O PARAÍSO NA BEIRA INTERIOR

 

Paulo Catry, biólogo, delicia-se com estes dias solarengos de outono e com a passagem de grandes bandos de pombos-torcazes, ali pela Beira raiana. “Chegam da Europa distante, da Alemanha, da Escandinávia, da Finlândia, vêm à procura das bolotas de sobreiros e de azinheiras no Sul.”

Beira Interior, Novembro 2022 

Sabe bem andar ao sol no campo verde. Há cestos com romãs e marmelos e há quem apanhe azeitona. Diospiros dependurados nos ramos finos. Pilriteiros carregados de bagas vermelhas. Tudo brilha, mas os dias deste verão são demasiado curtos… resta anotá-los, para que não escorram só entre os dedos logo ficando esquecidos. 

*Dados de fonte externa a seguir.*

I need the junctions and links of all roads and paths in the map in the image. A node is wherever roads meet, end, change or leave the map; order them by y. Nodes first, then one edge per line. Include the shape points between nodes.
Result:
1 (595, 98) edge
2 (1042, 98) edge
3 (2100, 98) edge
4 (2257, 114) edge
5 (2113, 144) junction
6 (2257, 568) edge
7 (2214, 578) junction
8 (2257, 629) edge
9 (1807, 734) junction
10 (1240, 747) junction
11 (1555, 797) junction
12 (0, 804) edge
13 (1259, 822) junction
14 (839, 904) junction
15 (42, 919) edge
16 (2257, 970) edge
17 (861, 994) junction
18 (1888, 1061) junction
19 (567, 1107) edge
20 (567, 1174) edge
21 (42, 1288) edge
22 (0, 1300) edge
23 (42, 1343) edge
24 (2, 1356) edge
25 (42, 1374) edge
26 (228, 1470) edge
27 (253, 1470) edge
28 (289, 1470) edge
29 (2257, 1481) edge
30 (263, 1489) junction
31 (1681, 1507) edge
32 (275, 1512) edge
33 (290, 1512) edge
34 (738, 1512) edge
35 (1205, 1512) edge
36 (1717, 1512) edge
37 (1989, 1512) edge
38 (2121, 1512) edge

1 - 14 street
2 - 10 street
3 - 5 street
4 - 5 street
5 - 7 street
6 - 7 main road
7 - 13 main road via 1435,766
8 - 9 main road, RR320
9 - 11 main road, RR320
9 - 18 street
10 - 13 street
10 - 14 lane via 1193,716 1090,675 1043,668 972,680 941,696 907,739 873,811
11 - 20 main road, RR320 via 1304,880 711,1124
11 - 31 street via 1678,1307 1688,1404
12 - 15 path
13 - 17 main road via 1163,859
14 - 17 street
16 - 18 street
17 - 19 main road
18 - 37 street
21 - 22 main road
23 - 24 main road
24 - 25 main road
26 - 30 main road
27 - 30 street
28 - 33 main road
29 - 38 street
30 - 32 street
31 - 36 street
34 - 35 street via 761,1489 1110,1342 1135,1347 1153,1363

Montámos redes de captura de pequenos pássaros (para anilhagem) no quintal, com resultados mais magros do que habitualmente. Este ano há pouca azeitona, será por isso? Ou será pela seca que por aqui foi avassaladora? Só há coisa de duas semanas choveu mesmo a valer pela primeira vez. Um alívio de erva tenra e de musgo intumescido. Despontam cogumelos discretos. Ainda não há flores. 

Logo ao nascer do dia apanhámos dois tordos de plumagem sedosa ao tato, segurá-los por momentos é um prazer físico; libertá-los e vê-los voar é graça divina. E pensar que há quem ande por aí atrás deles aos tiros. 

Tordo-comum Turdus philomelos. “Segurá-los por momentos é um prazer físico; libertá-los e vê-los voar é graça divina.”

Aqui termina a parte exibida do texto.